Today’s establishment: More powerful but less trusted

By Nicholas L. Waddy

A few years back, leftists began calling the richest and most powerful among us the “One Percent,” to distinguish these arrogant neo-aristocrats from the downtrodden multitude, i.e everyone else. It didn’t take long, however, for many of the most privileged “progressives” to realize that they were the “One Percent,” if indeed that term has any objective meaning. The terminology was quickly abandoned, therefore. Now liberals congratulate one another on being “woke” instead – a distinction that the well-heeled and well-connected can earn just as easily, if not more easily (thanks to the infinite avenues for virtue-signaling that wealth and power afford), than the huddled masses. Crisis averted!

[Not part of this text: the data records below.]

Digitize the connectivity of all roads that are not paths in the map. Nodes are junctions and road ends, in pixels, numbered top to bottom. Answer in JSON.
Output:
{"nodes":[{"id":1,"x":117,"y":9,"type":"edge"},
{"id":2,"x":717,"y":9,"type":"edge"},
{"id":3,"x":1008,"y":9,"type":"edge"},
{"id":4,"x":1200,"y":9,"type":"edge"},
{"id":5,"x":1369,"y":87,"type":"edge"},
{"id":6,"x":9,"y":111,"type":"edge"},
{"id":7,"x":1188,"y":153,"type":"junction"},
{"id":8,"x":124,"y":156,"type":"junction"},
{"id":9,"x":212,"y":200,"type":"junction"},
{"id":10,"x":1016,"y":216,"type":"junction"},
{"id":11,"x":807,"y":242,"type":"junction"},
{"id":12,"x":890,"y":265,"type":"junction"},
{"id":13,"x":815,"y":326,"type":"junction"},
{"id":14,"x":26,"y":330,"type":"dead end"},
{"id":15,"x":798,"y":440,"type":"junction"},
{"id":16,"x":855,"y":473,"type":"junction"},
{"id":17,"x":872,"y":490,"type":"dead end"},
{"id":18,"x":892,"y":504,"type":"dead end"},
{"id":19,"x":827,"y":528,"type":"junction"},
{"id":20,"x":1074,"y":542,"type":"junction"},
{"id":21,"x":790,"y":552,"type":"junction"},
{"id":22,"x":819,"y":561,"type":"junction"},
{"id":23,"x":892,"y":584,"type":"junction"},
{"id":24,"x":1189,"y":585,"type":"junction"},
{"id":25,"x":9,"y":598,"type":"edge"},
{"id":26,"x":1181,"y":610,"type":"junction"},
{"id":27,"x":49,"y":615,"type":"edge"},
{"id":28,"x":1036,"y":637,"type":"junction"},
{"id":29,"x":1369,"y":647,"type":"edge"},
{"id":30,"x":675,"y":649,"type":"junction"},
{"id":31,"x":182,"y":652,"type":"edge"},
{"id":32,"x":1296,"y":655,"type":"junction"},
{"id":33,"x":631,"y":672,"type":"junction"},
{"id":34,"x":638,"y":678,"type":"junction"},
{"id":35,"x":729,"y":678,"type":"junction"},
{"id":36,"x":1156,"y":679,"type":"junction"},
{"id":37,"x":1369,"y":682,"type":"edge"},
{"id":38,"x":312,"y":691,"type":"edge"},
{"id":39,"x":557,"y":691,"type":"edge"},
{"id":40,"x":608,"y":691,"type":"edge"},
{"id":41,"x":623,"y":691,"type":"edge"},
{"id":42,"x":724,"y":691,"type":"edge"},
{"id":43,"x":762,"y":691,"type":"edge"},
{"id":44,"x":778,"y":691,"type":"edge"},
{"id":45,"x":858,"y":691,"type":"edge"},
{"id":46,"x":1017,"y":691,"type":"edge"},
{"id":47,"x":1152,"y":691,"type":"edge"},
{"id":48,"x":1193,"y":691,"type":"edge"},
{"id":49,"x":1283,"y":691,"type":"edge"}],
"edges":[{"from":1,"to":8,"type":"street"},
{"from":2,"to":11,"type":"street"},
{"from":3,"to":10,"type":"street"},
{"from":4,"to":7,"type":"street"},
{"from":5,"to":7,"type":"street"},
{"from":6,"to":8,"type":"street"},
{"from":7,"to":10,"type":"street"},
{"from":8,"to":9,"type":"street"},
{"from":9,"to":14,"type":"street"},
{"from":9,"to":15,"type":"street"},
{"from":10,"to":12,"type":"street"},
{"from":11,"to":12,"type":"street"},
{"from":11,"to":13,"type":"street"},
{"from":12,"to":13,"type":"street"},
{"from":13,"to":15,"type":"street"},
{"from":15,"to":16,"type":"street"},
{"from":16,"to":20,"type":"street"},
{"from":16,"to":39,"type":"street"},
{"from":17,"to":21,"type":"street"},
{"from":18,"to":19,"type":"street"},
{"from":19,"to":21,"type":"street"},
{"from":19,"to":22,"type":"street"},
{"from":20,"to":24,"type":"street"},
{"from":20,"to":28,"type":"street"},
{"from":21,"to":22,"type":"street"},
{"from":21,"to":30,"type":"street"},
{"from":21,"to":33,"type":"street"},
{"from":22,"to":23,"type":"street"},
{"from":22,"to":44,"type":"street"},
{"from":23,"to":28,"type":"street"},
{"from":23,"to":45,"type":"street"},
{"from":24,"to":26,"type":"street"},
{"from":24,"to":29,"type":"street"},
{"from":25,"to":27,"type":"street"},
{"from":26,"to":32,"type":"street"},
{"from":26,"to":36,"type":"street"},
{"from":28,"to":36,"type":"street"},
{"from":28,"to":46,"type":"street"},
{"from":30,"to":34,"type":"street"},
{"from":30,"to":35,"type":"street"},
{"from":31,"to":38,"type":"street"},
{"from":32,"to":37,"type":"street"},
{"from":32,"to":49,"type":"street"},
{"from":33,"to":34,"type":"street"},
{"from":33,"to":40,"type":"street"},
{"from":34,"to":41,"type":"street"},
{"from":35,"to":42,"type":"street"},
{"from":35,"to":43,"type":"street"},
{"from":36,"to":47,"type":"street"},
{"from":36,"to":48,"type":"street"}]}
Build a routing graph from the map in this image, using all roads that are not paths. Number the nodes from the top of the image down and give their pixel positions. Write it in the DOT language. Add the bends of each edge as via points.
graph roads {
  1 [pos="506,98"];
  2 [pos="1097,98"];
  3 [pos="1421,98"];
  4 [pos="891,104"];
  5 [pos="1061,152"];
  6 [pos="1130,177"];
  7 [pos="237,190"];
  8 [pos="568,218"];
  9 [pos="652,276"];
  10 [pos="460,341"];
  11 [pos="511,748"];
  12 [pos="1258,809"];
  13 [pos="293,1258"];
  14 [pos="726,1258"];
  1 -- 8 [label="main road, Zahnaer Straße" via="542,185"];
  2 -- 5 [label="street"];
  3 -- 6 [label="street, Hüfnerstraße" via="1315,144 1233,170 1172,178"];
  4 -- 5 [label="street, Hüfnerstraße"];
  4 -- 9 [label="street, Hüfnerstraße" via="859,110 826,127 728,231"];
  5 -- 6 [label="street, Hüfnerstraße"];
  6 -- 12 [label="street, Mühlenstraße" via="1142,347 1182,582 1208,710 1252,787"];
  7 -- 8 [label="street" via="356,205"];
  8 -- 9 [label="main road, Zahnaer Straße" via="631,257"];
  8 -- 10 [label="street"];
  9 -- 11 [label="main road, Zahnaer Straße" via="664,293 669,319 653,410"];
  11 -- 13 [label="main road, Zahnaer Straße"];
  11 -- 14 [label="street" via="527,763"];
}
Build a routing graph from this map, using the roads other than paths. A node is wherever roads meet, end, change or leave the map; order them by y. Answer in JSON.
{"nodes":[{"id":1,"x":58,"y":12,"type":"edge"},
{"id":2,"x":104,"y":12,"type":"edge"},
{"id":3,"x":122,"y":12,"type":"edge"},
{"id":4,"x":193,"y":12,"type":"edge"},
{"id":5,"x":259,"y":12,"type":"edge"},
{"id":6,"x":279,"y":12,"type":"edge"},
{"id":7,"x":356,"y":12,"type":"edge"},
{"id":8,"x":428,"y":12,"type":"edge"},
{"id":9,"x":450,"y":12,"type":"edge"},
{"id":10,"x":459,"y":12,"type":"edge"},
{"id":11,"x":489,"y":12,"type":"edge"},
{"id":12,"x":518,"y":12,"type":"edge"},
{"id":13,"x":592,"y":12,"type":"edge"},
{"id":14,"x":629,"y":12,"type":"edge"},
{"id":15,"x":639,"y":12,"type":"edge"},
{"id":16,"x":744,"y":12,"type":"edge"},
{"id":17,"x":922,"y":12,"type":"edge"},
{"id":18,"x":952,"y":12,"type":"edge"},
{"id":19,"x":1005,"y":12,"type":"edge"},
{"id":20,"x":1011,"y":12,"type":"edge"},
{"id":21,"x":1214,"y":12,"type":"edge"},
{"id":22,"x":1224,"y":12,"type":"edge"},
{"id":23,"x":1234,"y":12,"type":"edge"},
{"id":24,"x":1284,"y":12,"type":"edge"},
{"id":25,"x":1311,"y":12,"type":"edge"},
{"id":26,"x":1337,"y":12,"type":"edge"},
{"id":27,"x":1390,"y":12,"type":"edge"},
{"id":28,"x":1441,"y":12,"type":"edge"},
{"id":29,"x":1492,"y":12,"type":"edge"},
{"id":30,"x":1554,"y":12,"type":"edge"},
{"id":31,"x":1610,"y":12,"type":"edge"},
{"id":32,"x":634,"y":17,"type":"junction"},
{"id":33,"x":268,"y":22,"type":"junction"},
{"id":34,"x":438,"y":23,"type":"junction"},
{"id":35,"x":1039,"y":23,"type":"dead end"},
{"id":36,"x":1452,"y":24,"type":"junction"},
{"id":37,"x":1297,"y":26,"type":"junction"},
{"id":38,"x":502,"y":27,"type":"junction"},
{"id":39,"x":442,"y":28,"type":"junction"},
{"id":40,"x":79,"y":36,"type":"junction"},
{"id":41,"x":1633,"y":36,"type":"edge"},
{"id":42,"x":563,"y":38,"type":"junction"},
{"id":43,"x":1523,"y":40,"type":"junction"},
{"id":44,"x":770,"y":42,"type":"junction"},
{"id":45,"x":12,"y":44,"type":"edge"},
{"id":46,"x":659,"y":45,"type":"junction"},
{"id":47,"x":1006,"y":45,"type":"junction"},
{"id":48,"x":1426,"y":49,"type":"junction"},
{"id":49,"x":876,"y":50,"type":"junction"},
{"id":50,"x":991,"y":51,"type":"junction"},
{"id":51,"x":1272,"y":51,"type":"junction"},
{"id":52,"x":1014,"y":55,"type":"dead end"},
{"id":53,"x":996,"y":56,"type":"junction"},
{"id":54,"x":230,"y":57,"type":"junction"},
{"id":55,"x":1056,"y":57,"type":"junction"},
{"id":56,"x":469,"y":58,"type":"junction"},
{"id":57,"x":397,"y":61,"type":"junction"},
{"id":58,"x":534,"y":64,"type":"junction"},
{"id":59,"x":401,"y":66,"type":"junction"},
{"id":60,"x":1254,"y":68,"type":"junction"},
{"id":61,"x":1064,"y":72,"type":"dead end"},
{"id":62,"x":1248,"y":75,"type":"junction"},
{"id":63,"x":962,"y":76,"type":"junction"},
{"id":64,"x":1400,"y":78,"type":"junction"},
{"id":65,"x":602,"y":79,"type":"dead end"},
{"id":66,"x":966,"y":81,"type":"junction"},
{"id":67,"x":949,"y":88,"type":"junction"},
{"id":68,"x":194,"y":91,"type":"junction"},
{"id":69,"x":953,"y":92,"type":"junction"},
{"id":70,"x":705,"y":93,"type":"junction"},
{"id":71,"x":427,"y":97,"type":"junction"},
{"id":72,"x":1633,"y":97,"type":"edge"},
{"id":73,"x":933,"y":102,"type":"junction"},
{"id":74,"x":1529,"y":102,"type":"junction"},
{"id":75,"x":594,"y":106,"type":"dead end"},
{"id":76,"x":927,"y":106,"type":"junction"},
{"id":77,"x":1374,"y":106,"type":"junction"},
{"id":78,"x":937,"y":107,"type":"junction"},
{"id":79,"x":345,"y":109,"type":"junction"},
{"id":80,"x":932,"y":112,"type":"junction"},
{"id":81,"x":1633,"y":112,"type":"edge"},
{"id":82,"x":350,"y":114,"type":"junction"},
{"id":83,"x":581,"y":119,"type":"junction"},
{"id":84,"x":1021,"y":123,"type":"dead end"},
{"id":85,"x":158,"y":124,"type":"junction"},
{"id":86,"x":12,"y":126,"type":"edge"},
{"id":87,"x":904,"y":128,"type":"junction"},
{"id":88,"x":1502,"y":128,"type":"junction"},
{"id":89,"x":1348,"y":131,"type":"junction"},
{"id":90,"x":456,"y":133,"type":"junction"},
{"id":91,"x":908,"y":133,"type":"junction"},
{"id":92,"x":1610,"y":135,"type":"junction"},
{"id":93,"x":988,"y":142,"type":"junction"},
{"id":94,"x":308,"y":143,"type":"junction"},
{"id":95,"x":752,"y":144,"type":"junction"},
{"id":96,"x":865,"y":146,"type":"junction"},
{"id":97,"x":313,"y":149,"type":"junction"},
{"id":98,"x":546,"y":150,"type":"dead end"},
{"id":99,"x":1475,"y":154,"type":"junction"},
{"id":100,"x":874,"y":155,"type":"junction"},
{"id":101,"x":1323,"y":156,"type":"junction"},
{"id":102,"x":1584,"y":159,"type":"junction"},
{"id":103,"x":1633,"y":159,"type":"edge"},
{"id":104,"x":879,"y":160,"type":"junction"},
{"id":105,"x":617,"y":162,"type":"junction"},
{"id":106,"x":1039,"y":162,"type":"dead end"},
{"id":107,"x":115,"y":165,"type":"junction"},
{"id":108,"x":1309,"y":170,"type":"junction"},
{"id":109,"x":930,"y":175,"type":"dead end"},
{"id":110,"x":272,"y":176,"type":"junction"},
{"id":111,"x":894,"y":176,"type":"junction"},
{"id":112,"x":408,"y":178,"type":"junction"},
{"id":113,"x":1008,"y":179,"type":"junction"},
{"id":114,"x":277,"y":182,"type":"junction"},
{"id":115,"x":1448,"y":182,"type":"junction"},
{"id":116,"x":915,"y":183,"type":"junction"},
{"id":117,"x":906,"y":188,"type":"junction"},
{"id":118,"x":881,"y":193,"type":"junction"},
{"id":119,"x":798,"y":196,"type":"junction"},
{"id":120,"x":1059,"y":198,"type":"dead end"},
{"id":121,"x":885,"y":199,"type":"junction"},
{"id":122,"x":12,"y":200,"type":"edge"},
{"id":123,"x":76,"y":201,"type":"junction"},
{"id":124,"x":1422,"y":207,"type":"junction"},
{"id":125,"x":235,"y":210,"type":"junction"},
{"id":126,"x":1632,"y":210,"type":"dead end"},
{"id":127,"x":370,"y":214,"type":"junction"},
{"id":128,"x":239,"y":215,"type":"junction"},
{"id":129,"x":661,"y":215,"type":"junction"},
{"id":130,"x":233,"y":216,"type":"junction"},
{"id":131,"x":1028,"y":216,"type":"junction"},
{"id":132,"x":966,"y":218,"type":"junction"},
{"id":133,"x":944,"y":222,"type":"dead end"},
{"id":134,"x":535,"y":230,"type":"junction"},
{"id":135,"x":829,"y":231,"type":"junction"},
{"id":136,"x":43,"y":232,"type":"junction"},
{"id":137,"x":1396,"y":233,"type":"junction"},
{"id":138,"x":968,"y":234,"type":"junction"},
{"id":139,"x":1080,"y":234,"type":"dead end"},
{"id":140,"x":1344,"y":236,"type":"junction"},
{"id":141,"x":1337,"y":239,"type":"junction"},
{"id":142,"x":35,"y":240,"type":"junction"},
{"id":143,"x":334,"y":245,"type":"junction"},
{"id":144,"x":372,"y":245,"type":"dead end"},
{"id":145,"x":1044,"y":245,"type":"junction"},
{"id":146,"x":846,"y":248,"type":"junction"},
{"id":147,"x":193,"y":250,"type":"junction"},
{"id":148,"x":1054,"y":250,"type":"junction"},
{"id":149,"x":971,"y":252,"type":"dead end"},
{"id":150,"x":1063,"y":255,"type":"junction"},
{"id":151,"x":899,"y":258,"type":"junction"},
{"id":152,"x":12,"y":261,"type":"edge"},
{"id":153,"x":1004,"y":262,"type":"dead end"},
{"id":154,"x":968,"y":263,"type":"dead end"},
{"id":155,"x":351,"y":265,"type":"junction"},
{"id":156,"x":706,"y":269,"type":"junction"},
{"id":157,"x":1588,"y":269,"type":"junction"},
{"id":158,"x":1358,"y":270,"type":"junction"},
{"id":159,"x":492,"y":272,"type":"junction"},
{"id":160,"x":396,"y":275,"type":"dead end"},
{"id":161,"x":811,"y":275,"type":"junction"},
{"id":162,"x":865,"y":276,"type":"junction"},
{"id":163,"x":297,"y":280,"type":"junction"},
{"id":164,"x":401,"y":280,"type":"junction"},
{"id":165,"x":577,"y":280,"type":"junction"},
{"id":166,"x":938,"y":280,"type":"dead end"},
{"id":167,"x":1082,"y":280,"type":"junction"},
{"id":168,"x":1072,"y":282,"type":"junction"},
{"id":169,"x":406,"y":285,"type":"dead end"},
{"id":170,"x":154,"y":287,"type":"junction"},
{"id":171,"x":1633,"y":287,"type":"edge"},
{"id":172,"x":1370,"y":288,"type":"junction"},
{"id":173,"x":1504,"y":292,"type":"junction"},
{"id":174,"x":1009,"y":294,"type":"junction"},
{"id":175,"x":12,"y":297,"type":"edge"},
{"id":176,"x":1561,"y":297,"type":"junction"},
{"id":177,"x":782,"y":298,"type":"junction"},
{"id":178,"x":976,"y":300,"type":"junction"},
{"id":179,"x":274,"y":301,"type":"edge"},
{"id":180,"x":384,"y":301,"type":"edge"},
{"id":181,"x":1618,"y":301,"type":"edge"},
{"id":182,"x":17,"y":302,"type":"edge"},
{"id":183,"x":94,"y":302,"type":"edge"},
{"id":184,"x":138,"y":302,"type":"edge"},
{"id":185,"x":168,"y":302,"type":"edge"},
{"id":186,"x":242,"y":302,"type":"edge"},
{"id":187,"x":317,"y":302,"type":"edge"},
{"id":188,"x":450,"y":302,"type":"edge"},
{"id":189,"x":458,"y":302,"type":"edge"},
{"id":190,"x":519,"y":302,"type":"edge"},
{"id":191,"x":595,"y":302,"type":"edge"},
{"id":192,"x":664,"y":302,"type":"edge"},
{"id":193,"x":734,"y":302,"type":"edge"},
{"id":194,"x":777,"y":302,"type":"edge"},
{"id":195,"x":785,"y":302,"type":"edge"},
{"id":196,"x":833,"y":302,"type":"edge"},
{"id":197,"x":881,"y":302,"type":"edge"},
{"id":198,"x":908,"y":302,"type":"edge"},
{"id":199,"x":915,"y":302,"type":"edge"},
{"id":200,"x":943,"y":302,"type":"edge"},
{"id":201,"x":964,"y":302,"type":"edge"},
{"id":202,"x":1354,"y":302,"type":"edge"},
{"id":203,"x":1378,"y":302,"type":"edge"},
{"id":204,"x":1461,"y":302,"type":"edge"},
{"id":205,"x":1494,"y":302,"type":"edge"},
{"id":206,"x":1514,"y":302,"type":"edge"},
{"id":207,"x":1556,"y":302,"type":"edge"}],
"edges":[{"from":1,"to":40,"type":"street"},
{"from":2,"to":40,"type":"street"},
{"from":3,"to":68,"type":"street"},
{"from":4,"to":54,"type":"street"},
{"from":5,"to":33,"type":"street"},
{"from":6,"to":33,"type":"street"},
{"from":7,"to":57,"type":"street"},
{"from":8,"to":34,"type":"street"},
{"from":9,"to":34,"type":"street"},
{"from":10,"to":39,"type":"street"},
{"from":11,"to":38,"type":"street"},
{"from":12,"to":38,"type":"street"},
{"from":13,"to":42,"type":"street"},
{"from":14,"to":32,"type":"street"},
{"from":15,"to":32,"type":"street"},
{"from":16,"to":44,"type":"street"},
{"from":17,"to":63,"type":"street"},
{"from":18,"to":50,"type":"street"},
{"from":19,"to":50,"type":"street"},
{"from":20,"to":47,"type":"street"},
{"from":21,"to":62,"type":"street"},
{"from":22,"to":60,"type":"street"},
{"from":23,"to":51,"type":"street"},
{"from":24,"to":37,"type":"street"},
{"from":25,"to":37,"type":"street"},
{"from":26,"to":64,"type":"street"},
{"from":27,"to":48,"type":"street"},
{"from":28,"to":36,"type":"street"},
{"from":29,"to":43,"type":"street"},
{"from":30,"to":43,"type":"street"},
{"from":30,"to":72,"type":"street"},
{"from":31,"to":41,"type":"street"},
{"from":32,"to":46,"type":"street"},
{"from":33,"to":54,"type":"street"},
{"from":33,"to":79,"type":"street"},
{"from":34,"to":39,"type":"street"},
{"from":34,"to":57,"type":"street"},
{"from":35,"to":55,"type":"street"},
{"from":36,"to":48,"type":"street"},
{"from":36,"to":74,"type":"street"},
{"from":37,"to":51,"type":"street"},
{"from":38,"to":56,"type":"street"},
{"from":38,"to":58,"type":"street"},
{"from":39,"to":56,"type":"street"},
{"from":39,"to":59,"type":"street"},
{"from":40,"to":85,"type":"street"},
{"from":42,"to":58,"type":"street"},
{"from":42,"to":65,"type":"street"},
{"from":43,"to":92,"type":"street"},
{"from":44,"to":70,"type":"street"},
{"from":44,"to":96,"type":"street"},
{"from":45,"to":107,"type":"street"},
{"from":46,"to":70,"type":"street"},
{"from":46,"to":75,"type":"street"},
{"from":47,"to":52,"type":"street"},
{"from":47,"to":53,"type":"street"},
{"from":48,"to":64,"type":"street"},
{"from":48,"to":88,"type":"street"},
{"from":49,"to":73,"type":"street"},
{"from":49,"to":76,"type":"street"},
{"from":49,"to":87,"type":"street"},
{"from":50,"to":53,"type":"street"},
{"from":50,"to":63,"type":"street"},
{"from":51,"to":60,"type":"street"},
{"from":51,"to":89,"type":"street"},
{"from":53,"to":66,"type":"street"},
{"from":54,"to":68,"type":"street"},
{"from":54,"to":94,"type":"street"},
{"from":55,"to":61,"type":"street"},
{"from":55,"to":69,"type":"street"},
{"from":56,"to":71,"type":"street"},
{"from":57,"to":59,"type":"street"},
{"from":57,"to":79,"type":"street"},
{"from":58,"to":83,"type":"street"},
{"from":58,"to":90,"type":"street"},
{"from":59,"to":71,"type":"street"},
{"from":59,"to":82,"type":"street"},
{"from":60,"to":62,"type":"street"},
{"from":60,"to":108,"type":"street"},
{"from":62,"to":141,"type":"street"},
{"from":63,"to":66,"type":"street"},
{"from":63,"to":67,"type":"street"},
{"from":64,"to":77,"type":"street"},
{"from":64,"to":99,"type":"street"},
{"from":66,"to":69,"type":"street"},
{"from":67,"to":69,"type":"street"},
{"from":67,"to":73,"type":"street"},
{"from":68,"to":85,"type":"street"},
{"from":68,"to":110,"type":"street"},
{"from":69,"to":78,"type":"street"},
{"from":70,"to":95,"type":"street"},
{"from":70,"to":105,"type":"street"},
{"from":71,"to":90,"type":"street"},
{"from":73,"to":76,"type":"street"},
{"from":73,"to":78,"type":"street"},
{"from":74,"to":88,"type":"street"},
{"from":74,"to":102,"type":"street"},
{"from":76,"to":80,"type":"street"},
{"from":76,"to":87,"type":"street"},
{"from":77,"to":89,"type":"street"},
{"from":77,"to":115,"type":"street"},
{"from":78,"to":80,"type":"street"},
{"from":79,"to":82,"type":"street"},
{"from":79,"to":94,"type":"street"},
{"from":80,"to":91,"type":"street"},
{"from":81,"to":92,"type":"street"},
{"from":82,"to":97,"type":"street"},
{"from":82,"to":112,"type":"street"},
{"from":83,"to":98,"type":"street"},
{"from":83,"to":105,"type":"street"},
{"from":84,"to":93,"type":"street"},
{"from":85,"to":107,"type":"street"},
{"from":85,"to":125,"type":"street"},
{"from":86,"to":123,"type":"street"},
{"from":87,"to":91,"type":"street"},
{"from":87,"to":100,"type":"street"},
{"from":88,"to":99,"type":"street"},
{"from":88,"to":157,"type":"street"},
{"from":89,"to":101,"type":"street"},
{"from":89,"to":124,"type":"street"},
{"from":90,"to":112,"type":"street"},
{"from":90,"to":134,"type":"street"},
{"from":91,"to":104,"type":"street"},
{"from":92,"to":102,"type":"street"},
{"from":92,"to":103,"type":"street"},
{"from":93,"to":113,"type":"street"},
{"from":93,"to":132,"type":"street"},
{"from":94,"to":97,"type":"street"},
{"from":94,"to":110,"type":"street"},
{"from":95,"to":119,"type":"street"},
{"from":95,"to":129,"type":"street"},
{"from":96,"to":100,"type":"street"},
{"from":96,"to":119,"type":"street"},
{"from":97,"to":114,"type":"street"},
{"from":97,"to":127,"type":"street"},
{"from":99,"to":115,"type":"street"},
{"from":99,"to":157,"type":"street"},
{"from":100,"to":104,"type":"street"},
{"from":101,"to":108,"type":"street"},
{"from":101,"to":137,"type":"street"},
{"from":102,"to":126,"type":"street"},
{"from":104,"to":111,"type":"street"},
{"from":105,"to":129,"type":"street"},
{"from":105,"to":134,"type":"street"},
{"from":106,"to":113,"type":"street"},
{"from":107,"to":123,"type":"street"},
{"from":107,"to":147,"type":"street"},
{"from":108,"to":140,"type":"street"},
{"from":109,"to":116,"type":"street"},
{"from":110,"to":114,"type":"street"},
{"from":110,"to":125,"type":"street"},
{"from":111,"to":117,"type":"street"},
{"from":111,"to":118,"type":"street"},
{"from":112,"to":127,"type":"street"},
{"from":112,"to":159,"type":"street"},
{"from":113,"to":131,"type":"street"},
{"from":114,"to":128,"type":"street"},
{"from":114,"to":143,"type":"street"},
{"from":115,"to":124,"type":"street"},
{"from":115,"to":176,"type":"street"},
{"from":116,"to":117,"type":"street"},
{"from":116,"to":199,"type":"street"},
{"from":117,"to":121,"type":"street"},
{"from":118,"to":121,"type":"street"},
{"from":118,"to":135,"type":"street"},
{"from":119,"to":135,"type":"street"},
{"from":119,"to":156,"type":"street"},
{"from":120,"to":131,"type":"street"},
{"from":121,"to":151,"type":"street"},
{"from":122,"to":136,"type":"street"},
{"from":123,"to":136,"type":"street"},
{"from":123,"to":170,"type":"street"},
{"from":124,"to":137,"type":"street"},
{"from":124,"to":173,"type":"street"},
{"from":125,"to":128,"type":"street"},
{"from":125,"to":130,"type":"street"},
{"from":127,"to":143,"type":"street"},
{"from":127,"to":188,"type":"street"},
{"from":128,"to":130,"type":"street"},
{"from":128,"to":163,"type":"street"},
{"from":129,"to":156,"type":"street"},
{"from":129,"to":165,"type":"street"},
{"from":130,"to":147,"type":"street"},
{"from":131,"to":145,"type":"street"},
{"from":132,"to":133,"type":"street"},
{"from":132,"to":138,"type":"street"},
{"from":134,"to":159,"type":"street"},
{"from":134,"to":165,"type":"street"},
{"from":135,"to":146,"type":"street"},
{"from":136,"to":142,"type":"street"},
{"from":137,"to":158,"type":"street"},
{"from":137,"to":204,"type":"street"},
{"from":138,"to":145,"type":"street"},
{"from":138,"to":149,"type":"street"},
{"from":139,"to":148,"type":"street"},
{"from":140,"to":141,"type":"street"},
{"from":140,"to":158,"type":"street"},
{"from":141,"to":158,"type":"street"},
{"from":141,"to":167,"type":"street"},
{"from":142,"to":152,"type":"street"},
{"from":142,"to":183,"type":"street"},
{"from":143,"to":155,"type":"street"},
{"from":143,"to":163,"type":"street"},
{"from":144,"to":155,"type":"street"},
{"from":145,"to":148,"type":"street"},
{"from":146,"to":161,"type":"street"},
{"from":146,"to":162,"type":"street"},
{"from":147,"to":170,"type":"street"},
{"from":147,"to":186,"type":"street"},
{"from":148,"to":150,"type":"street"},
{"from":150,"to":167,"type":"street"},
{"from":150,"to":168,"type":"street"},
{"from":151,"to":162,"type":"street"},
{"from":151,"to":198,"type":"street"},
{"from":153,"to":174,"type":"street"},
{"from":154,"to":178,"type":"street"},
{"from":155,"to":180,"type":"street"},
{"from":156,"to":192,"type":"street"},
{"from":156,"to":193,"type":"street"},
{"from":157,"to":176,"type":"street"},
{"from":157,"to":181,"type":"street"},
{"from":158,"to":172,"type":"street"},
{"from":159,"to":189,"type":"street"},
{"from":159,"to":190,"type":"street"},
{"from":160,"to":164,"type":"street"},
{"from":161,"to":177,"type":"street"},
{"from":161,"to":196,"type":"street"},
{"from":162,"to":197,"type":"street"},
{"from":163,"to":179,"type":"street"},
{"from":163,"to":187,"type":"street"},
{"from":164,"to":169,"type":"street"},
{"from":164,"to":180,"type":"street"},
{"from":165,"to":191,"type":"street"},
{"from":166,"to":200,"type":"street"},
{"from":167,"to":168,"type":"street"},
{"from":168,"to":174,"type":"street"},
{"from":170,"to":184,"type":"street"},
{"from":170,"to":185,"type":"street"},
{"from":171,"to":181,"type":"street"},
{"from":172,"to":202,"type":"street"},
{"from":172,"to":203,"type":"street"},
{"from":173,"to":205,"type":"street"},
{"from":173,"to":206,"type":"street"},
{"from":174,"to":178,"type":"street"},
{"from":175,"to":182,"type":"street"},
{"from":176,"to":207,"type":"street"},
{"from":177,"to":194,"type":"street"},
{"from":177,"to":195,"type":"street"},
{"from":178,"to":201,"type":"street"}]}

However one chooses to define “the establishment” and the elite that towers over it, however, it is becoming more and more apparent that the ruling class has arrived at a crossroads. It has, since the outset of the pandemic, and especially since the enthronement of Joseph R. Biden as King-Emperor of Wokery, flexed its muscles and reveled in its mastery as never before. On the other hand, as the saying goes, “uneasy lies the head that wears the crown.” The establishment has seldom been more nervous and defensive – even downright scared of the hoi polloi that writhe beneath it – and for good reason.

Why would we say these are “the best of times” for the left-leaning establishment? Because, for one thing, it successfully defeated its nemesis, Donald Trump, in 2020 and reasserted its monopoly on governance at the federal level. It accomplished this feat by the flagrant coordination of almost every lever of institutional and cultural power available to it: it formed what Time magazine termed a “well-funded cabal of powerful people, ranging across industries and ideologies, working together behind the scenes to influence perceptions, change rules and laws, steer media coverage and control the flow of information.” All this was done to ensure a “legitimate” outcome to the 2020 election – and the establishment was never in any doubt about the result such a contest would produce. Trump would lose.

Such institutional and cultural collusion would have been inconceivable were it not the case that, increasingly, the establishment viewpoint dominates every major institution and nexus of power there is in American society – which, of course, on one level, is no surprise at all. That’s why it’s called “the establishment,” after all. What is rather shocking is the ease with which non-establishment voices are being silenced and deliberately excluded from the media, social media, our education system, Hollywood and beyond. These are sectors that used to be open to a degree of pluralism. No more. Add to all that the fact that government has grown by leaps and bounds (it now consumes roughly 45% of GDP), and the authority of government over even the most private aspects of our lives has, thanks to the pandemic, grown too, and you’d be hard-pressed to think of a time in our history when the powers-that-be were more, well, powerful. Bully for them!

On the other hand, there is the sobering result of a recent Gallup poll on Americans’ confidence in the major institutions that dominate our politics, culture and economy.

This poll illustrates the abject failure of the elite in building trust in, and legitimacy for, the very foundations of its power. From Congress, to the courts, to the presidency; from Hollywood, to higher ed, to social media; from corporations, to cable news, to the banking system – all these props of the established order enjoy less legitimacy and less confidence from the American people now than almost ever before. Yes, the establishment still tells us what to do and what to think, but the truth is that a very substantial fraction of the American people (based on the last election, you’d have to say … 47%?) simply aren’t obeying or even listening anymore. And even Democrats, who loathe all the people the elite tells them to loathe, and who trip over one another to be, or at least to sound, politically correct, don’t repose great confidence in their “betters.” Just 25% and 35% of Democrats express confidence in “television news” and “newspapers,” respectively, for instance. No wonder, then, that progressives are wringing their hands about past and future “insurrections” and about the imminent collapse of “democracy.” To them, these words signify nothing more than the retention, or forfeiture, of their grip on power, which means also their grip on public opinion, which has never been shakier than it is today.

And in that strange incongruity – the seeming omnipotence of the modern establishment versus its paper-thin legitimacy – we can perceive the outlines of our collective fate (or can we?). One is reminded of the totalitarian sway of the communist regimes of the Soviet Union and its Eastern Bloc satellites, which seemed utterly unassailable, until one day it and they melted away before our eyes.

One should not underestimate the immense resources the establishment can bring to bear to buttress its power and moral suasion, nor its determination to do so. Nonetheless, if I were a pillar of the establishment, I’d be pretty nervous right now!